* _To do_
Your answer needs to include each line of the records in which the string "Links" can be found.

* _Working data_
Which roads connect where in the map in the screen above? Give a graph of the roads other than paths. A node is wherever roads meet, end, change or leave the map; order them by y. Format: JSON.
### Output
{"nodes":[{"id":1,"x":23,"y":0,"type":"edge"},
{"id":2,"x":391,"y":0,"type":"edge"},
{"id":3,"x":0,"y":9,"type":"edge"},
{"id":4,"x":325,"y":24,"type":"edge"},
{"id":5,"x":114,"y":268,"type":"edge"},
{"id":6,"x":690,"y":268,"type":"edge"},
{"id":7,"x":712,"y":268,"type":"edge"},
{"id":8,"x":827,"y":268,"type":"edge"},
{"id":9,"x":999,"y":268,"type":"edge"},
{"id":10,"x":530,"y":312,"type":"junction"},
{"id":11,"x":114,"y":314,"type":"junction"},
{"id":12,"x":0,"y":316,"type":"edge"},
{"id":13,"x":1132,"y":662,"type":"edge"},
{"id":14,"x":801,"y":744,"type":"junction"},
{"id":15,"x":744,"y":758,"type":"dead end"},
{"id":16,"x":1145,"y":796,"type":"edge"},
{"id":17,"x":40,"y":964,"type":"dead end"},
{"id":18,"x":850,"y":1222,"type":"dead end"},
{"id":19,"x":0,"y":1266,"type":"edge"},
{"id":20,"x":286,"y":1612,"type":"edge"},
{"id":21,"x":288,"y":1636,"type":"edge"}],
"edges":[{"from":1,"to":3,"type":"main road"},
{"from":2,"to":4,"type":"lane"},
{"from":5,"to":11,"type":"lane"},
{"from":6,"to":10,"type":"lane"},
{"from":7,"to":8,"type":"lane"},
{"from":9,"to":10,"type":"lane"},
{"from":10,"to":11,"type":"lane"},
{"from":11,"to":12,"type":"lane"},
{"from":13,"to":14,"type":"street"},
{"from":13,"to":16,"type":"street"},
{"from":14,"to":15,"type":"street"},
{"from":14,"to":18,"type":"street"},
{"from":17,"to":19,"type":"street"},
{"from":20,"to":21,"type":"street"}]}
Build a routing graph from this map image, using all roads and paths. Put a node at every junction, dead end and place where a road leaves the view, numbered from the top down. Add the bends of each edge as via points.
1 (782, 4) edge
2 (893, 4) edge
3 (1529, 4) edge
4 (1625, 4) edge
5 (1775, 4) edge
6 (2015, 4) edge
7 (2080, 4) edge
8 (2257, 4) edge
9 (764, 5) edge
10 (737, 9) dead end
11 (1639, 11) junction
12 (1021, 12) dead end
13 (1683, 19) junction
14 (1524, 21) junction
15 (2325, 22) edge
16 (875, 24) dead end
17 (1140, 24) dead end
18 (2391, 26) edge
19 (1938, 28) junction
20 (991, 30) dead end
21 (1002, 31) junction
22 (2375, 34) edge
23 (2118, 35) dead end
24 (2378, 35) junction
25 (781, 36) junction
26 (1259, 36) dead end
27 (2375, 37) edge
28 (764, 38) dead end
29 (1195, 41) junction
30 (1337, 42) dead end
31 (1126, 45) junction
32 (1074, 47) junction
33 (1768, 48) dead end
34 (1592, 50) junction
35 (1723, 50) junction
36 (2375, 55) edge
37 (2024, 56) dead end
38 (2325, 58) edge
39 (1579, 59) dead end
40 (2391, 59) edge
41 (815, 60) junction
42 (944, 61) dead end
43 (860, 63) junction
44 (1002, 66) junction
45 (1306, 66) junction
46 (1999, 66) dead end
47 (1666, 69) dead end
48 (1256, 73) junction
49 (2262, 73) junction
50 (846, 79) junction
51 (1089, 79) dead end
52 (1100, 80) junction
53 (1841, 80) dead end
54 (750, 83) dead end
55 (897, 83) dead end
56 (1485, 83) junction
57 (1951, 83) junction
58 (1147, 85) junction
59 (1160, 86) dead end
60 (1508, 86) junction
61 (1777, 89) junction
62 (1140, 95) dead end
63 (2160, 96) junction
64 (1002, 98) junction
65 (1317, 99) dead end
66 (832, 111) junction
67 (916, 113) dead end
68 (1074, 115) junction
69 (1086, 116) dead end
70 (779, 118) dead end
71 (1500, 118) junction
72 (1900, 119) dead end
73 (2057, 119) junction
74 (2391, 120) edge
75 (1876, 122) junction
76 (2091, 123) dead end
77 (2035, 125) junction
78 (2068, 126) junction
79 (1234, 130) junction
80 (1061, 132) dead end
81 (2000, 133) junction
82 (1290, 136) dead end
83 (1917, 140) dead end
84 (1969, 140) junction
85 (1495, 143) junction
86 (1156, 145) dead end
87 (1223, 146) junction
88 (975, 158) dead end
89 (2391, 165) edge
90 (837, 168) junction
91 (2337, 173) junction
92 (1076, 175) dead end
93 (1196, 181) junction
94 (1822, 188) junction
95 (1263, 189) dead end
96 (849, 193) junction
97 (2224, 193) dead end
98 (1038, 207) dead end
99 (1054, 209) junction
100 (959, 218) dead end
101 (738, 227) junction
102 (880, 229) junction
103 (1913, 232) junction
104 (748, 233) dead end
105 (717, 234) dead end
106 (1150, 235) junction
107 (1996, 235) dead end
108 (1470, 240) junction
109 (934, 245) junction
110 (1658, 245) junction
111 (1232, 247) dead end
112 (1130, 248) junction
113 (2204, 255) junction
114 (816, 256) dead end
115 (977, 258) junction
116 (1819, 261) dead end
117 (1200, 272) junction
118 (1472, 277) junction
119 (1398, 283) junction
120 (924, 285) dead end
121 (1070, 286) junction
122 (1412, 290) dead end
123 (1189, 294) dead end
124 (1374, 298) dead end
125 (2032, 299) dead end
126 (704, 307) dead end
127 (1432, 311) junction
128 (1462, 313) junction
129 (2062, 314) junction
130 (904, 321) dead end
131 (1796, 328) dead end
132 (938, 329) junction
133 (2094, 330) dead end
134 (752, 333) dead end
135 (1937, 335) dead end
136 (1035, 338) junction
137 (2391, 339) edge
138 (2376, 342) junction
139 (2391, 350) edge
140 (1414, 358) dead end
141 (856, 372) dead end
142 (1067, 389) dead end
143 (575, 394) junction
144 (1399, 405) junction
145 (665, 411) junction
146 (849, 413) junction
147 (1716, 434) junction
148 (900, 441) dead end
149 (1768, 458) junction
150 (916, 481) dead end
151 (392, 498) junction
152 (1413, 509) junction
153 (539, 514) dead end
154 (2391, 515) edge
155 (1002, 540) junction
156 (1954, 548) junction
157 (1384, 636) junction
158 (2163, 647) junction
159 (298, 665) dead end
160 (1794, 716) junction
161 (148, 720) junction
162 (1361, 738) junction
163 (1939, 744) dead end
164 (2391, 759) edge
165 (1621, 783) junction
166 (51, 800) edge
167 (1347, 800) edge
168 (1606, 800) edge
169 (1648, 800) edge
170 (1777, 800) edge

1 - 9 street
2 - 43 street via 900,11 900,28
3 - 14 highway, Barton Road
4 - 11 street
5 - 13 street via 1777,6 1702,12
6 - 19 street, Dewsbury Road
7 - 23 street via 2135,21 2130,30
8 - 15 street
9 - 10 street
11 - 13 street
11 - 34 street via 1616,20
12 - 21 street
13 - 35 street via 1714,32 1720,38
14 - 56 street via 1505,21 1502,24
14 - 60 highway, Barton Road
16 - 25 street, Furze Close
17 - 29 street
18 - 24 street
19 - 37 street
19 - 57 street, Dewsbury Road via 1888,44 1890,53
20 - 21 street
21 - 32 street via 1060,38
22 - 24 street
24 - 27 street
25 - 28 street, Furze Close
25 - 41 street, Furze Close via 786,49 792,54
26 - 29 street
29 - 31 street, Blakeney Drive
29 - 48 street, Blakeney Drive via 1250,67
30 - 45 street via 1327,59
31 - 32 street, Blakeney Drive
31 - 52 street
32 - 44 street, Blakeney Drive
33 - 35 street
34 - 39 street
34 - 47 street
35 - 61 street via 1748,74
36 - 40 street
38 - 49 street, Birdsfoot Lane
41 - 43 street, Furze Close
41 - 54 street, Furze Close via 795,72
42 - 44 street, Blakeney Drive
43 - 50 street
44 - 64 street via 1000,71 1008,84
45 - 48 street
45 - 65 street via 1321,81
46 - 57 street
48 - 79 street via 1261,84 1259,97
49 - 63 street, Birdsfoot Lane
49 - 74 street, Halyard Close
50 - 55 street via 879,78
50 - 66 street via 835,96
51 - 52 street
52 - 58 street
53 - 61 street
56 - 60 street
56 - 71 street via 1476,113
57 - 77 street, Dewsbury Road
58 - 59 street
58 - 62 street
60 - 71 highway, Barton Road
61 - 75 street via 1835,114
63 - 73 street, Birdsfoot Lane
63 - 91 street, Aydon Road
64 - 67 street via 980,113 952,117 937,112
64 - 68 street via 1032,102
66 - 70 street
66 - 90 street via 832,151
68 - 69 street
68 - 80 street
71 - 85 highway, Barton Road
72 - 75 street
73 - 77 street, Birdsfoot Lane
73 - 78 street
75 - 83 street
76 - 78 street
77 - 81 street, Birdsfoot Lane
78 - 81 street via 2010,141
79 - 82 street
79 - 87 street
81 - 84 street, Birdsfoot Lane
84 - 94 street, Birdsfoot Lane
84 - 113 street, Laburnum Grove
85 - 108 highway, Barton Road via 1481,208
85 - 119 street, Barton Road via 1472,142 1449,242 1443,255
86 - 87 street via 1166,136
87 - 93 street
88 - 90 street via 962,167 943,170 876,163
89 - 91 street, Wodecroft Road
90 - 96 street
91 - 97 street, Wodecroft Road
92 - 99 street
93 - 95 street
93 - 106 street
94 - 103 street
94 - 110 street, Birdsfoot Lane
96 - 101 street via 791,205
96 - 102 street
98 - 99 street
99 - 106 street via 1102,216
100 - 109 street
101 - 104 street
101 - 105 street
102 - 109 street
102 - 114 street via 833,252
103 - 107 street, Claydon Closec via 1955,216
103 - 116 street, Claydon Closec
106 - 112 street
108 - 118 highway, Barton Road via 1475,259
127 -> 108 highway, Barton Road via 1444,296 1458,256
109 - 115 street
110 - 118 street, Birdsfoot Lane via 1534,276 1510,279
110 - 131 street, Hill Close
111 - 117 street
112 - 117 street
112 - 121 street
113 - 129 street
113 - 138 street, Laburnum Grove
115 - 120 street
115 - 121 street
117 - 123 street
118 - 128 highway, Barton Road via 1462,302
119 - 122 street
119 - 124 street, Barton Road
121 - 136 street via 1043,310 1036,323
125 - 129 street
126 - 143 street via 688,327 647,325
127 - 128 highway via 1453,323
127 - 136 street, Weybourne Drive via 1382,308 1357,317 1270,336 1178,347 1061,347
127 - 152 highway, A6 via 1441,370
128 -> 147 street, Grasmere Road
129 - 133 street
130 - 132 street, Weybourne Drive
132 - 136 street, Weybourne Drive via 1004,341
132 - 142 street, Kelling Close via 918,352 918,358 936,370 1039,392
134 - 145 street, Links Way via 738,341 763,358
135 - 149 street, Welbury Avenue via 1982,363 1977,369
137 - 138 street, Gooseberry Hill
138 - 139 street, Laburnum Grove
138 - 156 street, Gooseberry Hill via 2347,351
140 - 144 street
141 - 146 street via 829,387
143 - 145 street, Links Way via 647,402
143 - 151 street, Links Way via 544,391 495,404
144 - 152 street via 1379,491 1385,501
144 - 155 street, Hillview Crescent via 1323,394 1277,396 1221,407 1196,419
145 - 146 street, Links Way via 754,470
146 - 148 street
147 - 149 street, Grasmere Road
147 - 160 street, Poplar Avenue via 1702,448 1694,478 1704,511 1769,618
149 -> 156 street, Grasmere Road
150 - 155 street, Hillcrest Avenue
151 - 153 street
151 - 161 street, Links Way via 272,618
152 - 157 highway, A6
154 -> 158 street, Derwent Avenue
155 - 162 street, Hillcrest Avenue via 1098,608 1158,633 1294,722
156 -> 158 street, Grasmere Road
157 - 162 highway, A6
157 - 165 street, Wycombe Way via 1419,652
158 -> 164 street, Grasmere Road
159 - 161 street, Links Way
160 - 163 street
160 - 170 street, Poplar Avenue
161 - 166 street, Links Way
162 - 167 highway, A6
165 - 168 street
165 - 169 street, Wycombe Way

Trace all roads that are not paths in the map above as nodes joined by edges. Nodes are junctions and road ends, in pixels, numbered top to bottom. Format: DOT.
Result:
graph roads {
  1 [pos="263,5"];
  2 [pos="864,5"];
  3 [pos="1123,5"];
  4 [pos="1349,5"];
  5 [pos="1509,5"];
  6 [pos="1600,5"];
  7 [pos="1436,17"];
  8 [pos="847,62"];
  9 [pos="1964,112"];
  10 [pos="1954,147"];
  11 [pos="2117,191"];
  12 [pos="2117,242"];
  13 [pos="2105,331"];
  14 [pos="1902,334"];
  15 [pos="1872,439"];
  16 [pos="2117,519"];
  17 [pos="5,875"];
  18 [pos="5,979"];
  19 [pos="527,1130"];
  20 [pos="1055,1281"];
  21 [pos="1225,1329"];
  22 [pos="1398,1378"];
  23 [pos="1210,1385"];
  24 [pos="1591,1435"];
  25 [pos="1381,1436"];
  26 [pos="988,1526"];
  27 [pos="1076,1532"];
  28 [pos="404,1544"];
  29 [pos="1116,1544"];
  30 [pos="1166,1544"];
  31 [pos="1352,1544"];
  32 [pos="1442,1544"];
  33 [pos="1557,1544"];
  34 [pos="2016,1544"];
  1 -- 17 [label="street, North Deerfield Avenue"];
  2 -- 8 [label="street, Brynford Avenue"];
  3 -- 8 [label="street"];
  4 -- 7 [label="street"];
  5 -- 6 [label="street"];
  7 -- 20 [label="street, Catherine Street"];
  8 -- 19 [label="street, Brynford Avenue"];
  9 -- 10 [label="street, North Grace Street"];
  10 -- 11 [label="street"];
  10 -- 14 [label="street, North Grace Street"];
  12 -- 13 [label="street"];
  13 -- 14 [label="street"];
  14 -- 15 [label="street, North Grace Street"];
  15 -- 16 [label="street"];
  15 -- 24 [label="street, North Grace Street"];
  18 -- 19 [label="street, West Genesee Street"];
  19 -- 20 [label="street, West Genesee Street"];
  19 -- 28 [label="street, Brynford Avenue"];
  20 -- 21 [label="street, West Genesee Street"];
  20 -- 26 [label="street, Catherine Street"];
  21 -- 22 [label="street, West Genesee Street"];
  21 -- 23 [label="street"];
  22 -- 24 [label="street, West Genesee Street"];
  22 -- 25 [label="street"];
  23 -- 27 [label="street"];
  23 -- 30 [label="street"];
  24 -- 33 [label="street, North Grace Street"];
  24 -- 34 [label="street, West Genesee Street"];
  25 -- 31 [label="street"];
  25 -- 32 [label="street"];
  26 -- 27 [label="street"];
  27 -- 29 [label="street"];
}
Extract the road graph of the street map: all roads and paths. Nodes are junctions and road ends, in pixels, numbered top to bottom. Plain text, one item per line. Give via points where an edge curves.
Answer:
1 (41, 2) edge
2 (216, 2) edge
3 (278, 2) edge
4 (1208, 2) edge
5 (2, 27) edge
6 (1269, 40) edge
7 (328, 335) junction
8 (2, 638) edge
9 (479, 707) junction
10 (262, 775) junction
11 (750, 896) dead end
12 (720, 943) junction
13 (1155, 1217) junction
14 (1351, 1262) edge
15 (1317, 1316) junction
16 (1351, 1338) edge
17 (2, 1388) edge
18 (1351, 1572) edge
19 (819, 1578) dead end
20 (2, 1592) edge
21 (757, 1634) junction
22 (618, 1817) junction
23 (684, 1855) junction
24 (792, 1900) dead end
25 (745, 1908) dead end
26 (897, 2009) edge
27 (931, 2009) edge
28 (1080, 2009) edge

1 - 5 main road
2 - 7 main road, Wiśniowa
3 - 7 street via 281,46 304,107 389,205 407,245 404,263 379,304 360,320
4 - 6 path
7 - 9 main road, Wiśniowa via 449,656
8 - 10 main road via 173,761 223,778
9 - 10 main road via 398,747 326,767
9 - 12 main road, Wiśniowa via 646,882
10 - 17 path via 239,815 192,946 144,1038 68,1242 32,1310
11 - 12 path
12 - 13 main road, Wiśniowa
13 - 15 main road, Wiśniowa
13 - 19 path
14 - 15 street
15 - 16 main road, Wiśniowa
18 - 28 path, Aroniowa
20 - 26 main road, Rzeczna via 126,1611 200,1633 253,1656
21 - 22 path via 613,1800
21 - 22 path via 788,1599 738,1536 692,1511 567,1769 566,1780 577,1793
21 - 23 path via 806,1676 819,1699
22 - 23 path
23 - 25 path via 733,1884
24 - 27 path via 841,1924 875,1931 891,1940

* _Task response_
134 - 145 street, Links Way via 738,341 763,358
143 - 145 street, Links Way via 647,402
143 - 151 street, Links Way via 544,391 495,404
145 - 146 street, Links Way via 754,470
151 - 161 street, Links Way via 272,618
159 - 161 street, Links Way
161 - 166 street, Links Way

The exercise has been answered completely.